> Assigned task: Read the data, and whenever a line holds the word "Left", report that line.

[Collected data]

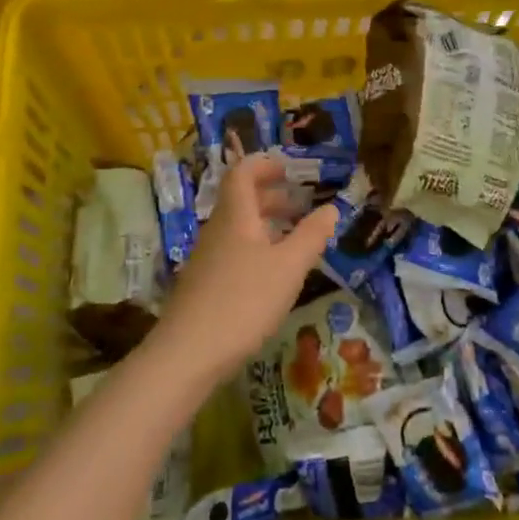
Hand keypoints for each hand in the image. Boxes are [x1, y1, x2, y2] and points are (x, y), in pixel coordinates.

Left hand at [154, 155, 336, 386]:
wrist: (187, 355)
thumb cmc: (243, 301)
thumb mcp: (288, 267)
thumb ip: (311, 236)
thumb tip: (331, 207)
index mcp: (236, 215)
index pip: (243, 172)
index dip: (265, 164)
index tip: (289, 169)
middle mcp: (218, 229)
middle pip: (242, 199)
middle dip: (272, 196)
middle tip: (302, 204)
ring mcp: (207, 258)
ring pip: (239, 227)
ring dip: (266, 224)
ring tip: (295, 239)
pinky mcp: (205, 284)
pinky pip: (234, 250)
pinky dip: (257, 248)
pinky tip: (273, 274)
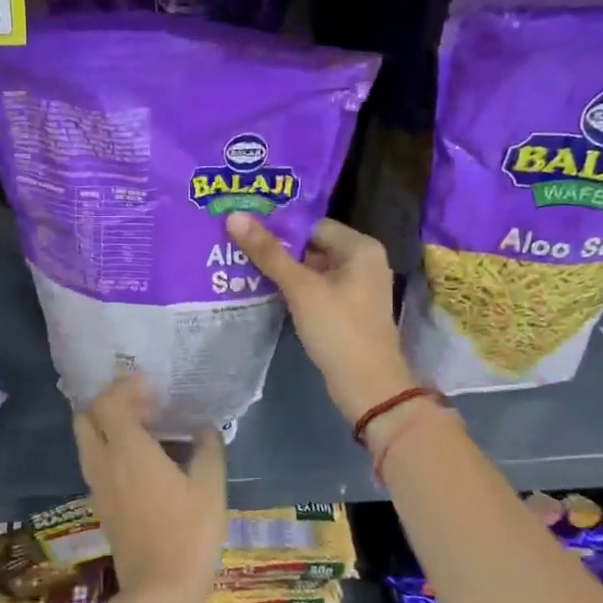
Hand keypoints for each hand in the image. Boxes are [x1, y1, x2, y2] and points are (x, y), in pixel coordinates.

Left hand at [72, 375, 228, 602]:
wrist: (158, 592)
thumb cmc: (188, 534)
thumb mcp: (210, 488)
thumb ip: (208, 450)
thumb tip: (205, 428)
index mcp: (128, 450)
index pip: (108, 402)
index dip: (124, 387)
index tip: (150, 386)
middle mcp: (104, 463)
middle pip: (86, 418)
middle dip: (108, 403)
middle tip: (143, 405)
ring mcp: (98, 486)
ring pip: (87, 441)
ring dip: (106, 426)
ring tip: (145, 431)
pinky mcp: (101, 506)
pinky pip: (95, 463)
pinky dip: (109, 449)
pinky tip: (141, 462)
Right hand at [227, 212, 414, 423]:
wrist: (367, 386)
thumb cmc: (338, 329)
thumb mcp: (301, 288)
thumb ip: (268, 253)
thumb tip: (235, 216)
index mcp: (360, 247)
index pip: (312, 225)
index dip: (278, 227)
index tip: (244, 229)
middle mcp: (362, 261)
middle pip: (311, 246)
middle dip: (277, 249)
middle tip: (235, 246)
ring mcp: (355, 287)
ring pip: (311, 269)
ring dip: (282, 270)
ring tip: (240, 265)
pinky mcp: (346, 310)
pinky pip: (315, 289)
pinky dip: (293, 289)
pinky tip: (262, 290)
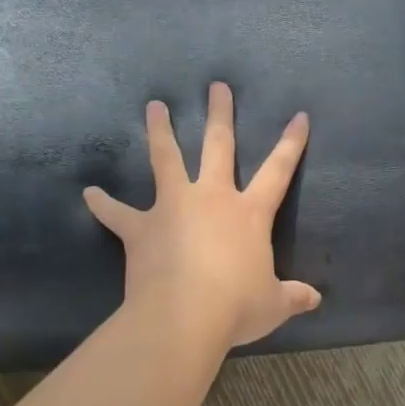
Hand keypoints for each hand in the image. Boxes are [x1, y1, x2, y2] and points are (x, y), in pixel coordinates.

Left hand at [84, 82, 319, 350]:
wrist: (184, 319)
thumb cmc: (236, 308)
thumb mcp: (273, 304)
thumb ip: (293, 296)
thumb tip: (316, 299)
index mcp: (249, 214)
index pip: (278, 170)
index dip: (291, 143)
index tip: (299, 116)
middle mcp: (212, 198)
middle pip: (218, 146)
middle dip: (220, 114)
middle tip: (216, 86)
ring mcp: (173, 207)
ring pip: (166, 159)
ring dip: (160, 131)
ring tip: (153, 107)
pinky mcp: (141, 228)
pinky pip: (117, 213)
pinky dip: (103, 203)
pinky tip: (88, 193)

> Expected output:
Left hand at [154, 155, 336, 386]:
Left hand at [72, 375, 228, 602]:
Left hand at [84, 82, 319, 350]:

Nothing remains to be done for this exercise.